**Exercise directions:**
Filter out every line below that lacks "Harback", and copy the rest.

**Stored items:**

____________________

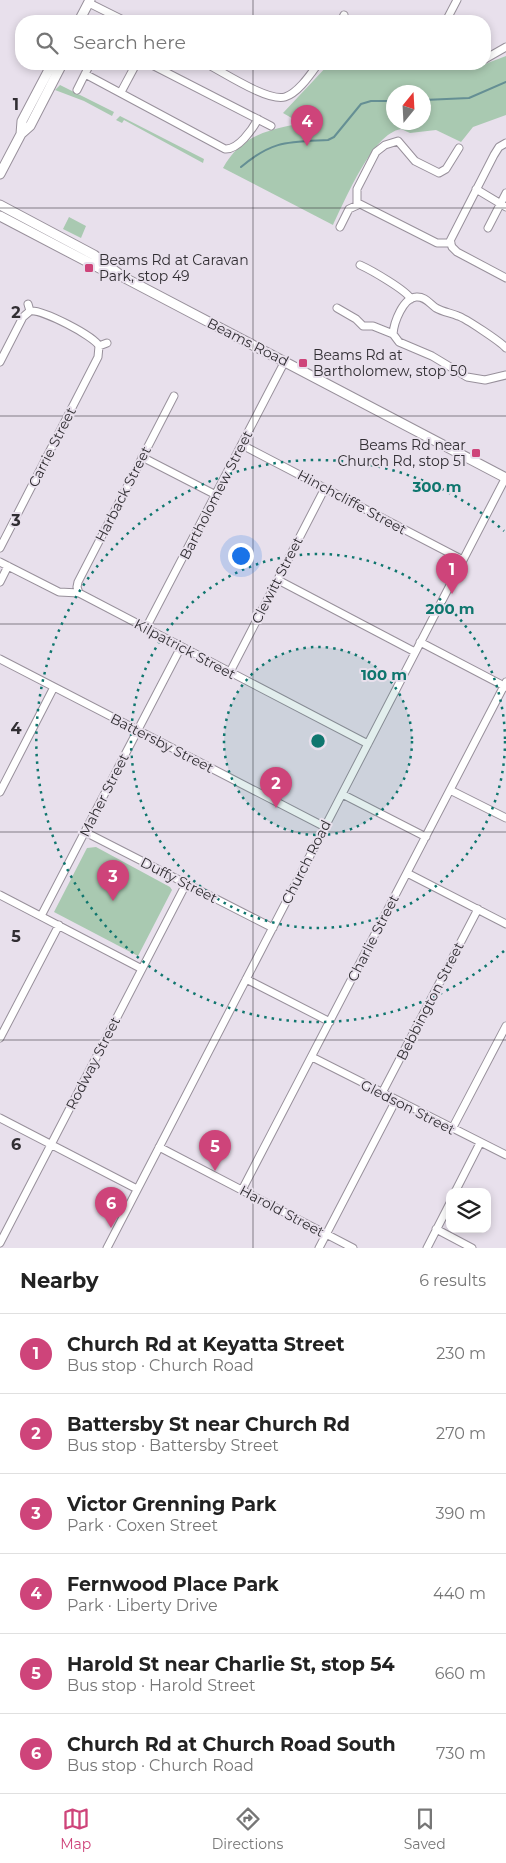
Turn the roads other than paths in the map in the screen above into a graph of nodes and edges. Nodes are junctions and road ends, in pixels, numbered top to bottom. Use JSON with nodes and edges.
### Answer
{"nodes":[{"id":1,"x":456,"y":0,"type":"edge"},
{"id":2,"x":89,"y":1,"type":"edge"},
{"id":3,"x":82,"y":15,"type":"edge"},
{"id":4,"x":114,"y":15,"type":"edge"},
{"id":5,"x":449,"y":15,"type":"edge"},
{"id":6,"x":506,"y":47,"type":"edge"},
{"id":7,"x":491,"y":56,"type":"edge"},
{"id":8,"x":49,"y":70,"type":"edge"},
{"id":9,"x":59,"y":70,"type":"edge"},
{"id":10,"x":87,"y":70,"type":"edge"},
{"id":11,"x":133,"y":70,"type":"edge"},
{"id":12,"x":218,"y":70,"type":"edge"},
{"id":13,"x":313,"y":70,"type":"edge"},
{"id":14,"x":164,"y":71,"type":"edge"},
{"id":15,"x":85,"y":74,"type":"junction"},
{"id":16,"x":77,"y":90,"type":"dead end"},
{"id":17,"x":121,"y":92,"type":"junction"},
{"id":18,"x":258,"y":119,"type":"junction"},
{"id":19,"x":271,"y":126,"type":"dead end"},
{"id":20,"x":21,"y":134,"type":"junction"},
{"id":21,"x":506,"y":143,"type":"edge"},
{"id":22,"x":459,"y":148,"type":"dead end"},
{"id":23,"x":0,"y":174,"type":"edge"},
{"id":24,"x":476,"y":189,"type":"junction"},
{"id":25,"x":506,"y":193,"type":"edge"},
{"id":26,"x":357,"y":204,"type":"junction"},
{"id":27,"x":0,"y":205,"type":"edge"},
{"id":28,"x":503,"y":205,"type":"edge"},
{"id":29,"x":0,"y":216,"type":"edge"},
{"id":30,"x":340,"y":227,"type":"dead end"},
{"id":31,"x":488,"y":228,"type":"dead end"},
{"id":32,"x":451,"y":243,"type":"junction"},
{"id":33,"x":360,"y":265,"type":"dead end"},
{"id":34,"x":123,"y":277,"type":"junction"},
{"id":35,"x":506,"y":278,"type":"edge"},
{"id":36,"x":411,"y":299,"type":"junction"},
{"id":37,"x":337,"y":308,"type":"dead end"},
{"id":38,"x":393,"y":334,"type":"junction"},
{"id":39,"x":107,"y":344,"type":"dead end"},
{"id":40,"x":99,"y":346,"type":"junction"},
{"id":41,"x":506,"y":348,"type":"edge"},
{"id":42,"x":285,"y":361,"type":"junction"},
{"id":43,"x":0,"y":362,"type":"edge"},
{"id":44,"x":506,"y":375,"type":"edge"},
{"id":45,"x":174,"y":396,"type":"dead end"},
{"id":46,"x":242,"y":445,"type":"junction"},
{"id":47,"x":142,"y":457,"type":"junction"},
{"id":48,"x":506,"y":477,"type":"edge"},
{"id":49,"x":325,"y":488,"type":"junction"},
{"id":50,"x":216,"y":495,"type":"junction"},
{"id":51,"x":0,"y":548,"type":"edge"},
{"id":52,"x":463,"y":560,"type":"junction"},
{"id":53,"x":0,"y":562,"type":"edge"},
{"id":54,"x":8,"y":566,"type":"junction"},
{"id":55,"x":278,"y":580,"type":"junction"},
{"id":56,"x":0,"y":582,"type":"edge"},
{"id":57,"x":78,"y":593,"type":"junction"},
{"id":58,"x":146,"y":628,"type":"junction"},
{"id":59,"x":420,"y":642,"type":"junction"},
{"id":60,"x":181,"y":647,"type":"junction"},
{"id":61,"x":415,"y":652,"type":"junction"},
{"id":62,"x":0,"y":659,"type":"edge"},
{"id":63,"x":230,"y":672,"type":"junction"},
{"id":64,"x":505,"y":685,"type":"edge"},
{"id":65,"x":54,"y":687,"type":"junction"},
{"id":66,"x":138,"y":730,"type":"junction"},
{"id":67,"x":368,"y":744,"type":"junction"},
{"id":68,"x":450,"y":790,"type":"junction"},
{"id":69,"x":0,"y":792,"type":"edge"},
{"id":70,"x":342,"y":794,"type":"junction"},
{"id":71,"x":506,"y":818,"type":"edge"},
{"id":72,"x":325,"y":827,"type":"junction"},
{"id":73,"x":85,"y":832,"type":"junction"},
{"id":74,"x":426,"y":837,"type":"junction"},
{"id":75,"x":407,"y":873,"type":"junction"},
{"id":76,"x":186,"y":884,"type":"junction"},
{"id":77,"x":0,"y":895,"type":"edge"},
{"id":78,"x":478,"y":909,"type":"junction"},
{"id":79,"x":41,"y":916,"type":"junction"},
{"id":80,"x":506,"y":924,"type":"edge"},
{"id":81,"x":59,"y":925,"type":"junction"},
{"id":82,"x":272,"y":928,"type":"junction"},
{"id":83,"x":142,"y":969,"type":"junction"},
{"id":84,"x":246,"y":979,"type":"junction"},
{"id":85,"x":330,"y":1022,"type":"junction"},
{"id":86,"x":506,"y":1026,"type":"edge"},
{"id":87,"x":0,"y":1038,"type":"edge"},
{"id":88,"x":312,"y":1057,"type":"junction"},
{"id":89,"x":382,"y":1094,"type":"junction"},
{"id":90,"x":396,"y":1100,"type":"junction"},
{"id":91,"x":0,"y":1118,"type":"edge"},
{"id":92,"x":452,"y":1130,"type":"junction"},
{"id":93,"x":480,"y":1143,"type":"junction"},
{"id":94,"x":51,"y":1145,"type":"junction"},
{"id":95,"x":159,"y":1147,"type":"junction"},
{"id":96,"x":506,"y":1155,"type":"edge"},
{"id":97,"x":457,"y":1188,"type":"edge"},
{"id":98,"x":137,"y":1189,"type":"junction"},
{"id":99,"x":242,"y":1190,"type":"junction"},
{"id":100,"x":446,"y":1211,"type":"edge"},
{"id":101,"x":436,"y":1230,"type":"junction"},
{"id":102,"x":326,"y":1234,"type":"junction"},
{"id":103,"x":0,"y":1243,"type":"edge"},
{"id":104,"x":107,"y":1248,"type":"edge"},
{"id":105,"x":319,"y":1248,"type":"edge"},
{"id":106,"x":352,"y":1248,"type":"edge"},
{"id":107,"x":427,"y":1248,"type":"edge"},
{"id":108,"x":472,"y":1248,"type":"edge"}],
"edges":[{"from":1,"to":5,"type":"street"},
{"from":2,"to":3,"type":"main road"},
{"from":2,"to":4,"type":"street"},
{"from":6,"to":7,"type":"street"},
{"from":8,"to":20,"type":"main road"},
{"from":9,"to":20,"type":"main road"},
{"from":10,"to":15,"type":"street"},
{"from":11,"to":17,"type":"street"},
{"from":12,"to":13,"type":"street"},
{"from":14,"to":18,"type":"street"},
{"from":15,"to":16,"type":"street"},
{"from":15,"to":17,"type":"street"},
{"from":17,"to":18,"type":"street"},
{"from":18,"to":19,"type":"street"},
{"from":20,"to":23,"type":"main road"},
{"from":21,"to":24,"type":"street"},
{"from":22,"to":26,"type":"street"},
{"from":24,"to":28,"type":"street"},
{"from":24,"to":32,"type":"street"},
{"from":25,"to":28,"type":"street"},
{"from":26,"to":30,"type":"street"},
{"from":26,"to":32,"type":"street"},
{"from":27,"to":34,"type":"main road","name":"Beams Road"},
{"from":28,"to":31,"type":"street"},
{"from":29,"to":34,"type":"main road","name":"Beams Road"},
{"from":32,"to":35,"type":"street"},
{"from":33,"to":36,"type":"street"},
{"from":34,"to":42,"type":"main road","name":"Beams Road"},
{"from":36,"to":38,"type":"street"},
{"from":36,"to":41,"type":"street"},
{"from":37,"to":38,"type":"street"},
{"from":38,"to":44,"type":"street"},
{"from":39,"to":40,"type":"street"},
{"from":40,"to":43,"type":"street"},
{"from":40,"to":51,"type":"street","name":"Carrie Street"},
{"from":42,"to":46,"type":"street","name":"Bartholomew Street"},
{"from":42,"to":48,"type":"main road","name":"Beams Road"},
{"from":45,"to":47,"type":"street","name":"Harback Street"},
{"from":46,"to":49,"type":"street","name":"Hinchcliffe Street"},
{"from":46,"to":50,"type":"street","name":"Bartholomew Street"},
{"from":47,"to":50,"type":"street"},
{"from":47,"to":57,"type":"street","name":"Harback Street"},
{"from":48,"to":52,"type":"street","name":"Church Road"},
{"from":49,"to":52,"type":"street","name":"Hinchcliffe Street"},
{"from":49,"to":55,"type":"street","name":"Clewitt Street"},
{"from":50,"to":58,"type":"street","name":"Bartholomew Street"},
{"from":52,"to":59,"type":"street","name":"Church Road"},
{"from":53,"to":54,"type":"street","name":"Kilpatrick Street"},
{"from":54,"to":56,"type":"street"},
{"from":54,"to":57,"type":"street","name":"Kilpatrick Street"},
{"from":55,"to":61,"type":"street"},
{"from":55,"to":63,"type":"street","name":"Clewitt Street"},
{"from":57,"to":58,"type":"street","name":"Kilpatrick Street"},
{"from":58,"to":60,"type":"street","name":"Kilpatrick Street"},
{"from":59,"to":61,"type":"street","name":"Church Road"},
{"from":59,"to":64,"type":"street"},
{"from":60,"to":63,"type":"street","name":"Kilpatrick Street"},
{"from":60,"to":66,"type":"street","name":"Maher Street"},
{"from":61,"to":67,"type":"street","name":"Church Road"},
{"from":62,"to":65,"type":"street","name":"Battersby Street"},
{"from":63,"to":67,"type":"street","name":"Kilpatrick Street"},
{"from":64,"to":68,"type":"street","name":"Charlie Street"},
{"from":65,"to":66,"type":"street","name":"Battersby Street"},
{"from":65,"to":69,"type":"street"},
{"from":66,"to":72,"type":"street","name":"Battersby Street"},
{"from":66,"to":73,"type":"street","name":"Maher Street"},
{"from":67,"to":70,"type":"street","name":"Church Road"},
{"from":68,"to":71,"type":"street"},
{"from":68,"to":74,"type":"street","name":"Charlie Street"},
{"from":70,"to":72,"type":"street","name":"Church Road"},
{"from":70,"to":74,"type":"street"},
{"from":72,"to":82,"type":"street","name":"Church Road"},
{"from":73,"to":76,"type":"street","name":"Duffy Street"},
{"from":73,"to":79,"type":"street","name":"Maher Street"},
{"from":74,"to":75,"type":"street","name":"Charlie Street"},
{"from":75,"to":78,"type":"street"},
{"from":75,"to":85,"type":"street","name":"Charlie Street"},
{"from":76,"to":82,"type":"street","name":"Duffy Street"},
{"from":76,"to":83,"type":"street","name":"Rodway Street"},
{"from":77,"to":79,"type":"street"},
{"from":78,"to":80,"type":"street"},
{"from":78,"to":89,"type":"street","name":"Bebbington Street"},
{"from":79,"to":81,"type":"street"},
{"from":81,"to":83,"type":"street"},
{"from":81,"to":87,"type":"street"},
{"from":82,"to":84,"type":"street","name":"Church Road"},
{"from":83,"to":94,"type":"street","name":"Rodway Street"},
{"from":84,"to":85,"type":"street"},
{"from":84,"to":95,"type":"street","name":"Church Road"},
{"from":85,"to":88,"type":"street","name":"Charlie Street"},
{"from":86,"to":92,"type":"street"},
{"from":88,"to":89,"type":"street","name":"Gledson Street"},
{"from":88,"to":99,"type":"street","name":"Charlie Street"},
{"from":89,"to":90,"type":"street","name":"Gledson Street"},
{"from":90,"to":92,"type":"street","name":"Gledson Street"},
{"from":90,"to":102,"type":"street"},
{"from":91,"to":94,"type":"street"},
{"from":92,"to":93,"type":"street","name":"Gledson Street"},
{"from":93,"to":96,"type":"street","name":"Gledson Street"},
{"from":93,"to":97,"type":"street"},
{"from":94,"to":98,"type":"street"},
{"from":94,"to":103,"type":"street","name":"Rodway Street"},
{"from":95,"to":98,"type":"street","name":"Church Road"},
{"from":95,"to":99,"type":"street","name":"Harold Street"},
{"from":98,"to":104,"type":"street","name":"Church Road"},
{"from":99,"to":102,"type":"street","name":"Harold Street"},
{"from":100,"to":101,"type":"street"},
{"from":101,"to":107,"type":"street"},
{"from":101,"to":108,"type":"street"},
{"from":102,"to":105,"type":"street"},
{"from":102,"to":106,"type":"street","name":"Harold Street"}]}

____________________

**Written response:**
{"from":45,"to":47,"type":"street","name":"Harback Street"},
{"from":47,"to":57,"type":"street","name":"Harback Street"},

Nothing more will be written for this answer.